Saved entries
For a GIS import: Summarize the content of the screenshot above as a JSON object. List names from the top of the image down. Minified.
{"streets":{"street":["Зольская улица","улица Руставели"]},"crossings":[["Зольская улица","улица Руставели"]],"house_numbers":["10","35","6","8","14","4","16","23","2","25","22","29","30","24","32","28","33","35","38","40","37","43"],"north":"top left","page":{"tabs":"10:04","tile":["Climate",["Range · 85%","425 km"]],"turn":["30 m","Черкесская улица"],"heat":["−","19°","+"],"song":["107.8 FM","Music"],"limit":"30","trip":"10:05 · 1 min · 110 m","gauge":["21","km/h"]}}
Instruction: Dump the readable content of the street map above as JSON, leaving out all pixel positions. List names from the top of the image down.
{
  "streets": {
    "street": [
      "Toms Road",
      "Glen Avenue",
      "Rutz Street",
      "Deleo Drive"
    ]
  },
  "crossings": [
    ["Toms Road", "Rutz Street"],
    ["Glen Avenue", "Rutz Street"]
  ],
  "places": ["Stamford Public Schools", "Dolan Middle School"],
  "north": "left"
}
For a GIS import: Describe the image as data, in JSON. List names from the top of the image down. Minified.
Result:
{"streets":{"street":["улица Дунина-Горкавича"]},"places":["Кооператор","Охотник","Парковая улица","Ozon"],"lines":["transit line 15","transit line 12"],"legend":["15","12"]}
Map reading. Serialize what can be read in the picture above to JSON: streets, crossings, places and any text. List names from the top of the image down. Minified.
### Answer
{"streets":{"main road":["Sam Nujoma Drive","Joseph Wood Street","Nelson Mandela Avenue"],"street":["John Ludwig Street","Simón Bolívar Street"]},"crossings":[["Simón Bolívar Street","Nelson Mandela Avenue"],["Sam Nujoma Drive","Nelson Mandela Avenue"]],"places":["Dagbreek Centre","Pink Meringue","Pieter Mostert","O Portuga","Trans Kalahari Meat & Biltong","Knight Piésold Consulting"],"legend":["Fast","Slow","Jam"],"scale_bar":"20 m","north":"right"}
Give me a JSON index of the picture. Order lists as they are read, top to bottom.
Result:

* [The problem]: What lines above mention "picture"? Copy each one.

* [Written answer]:
Map reading. Serialize what can be read in the picture above to JSON: streets, crossings, places and any text. List names from the top of the image down. Minified.
Give me a JSON index of the picture. Order lists as they are read, top to bottom.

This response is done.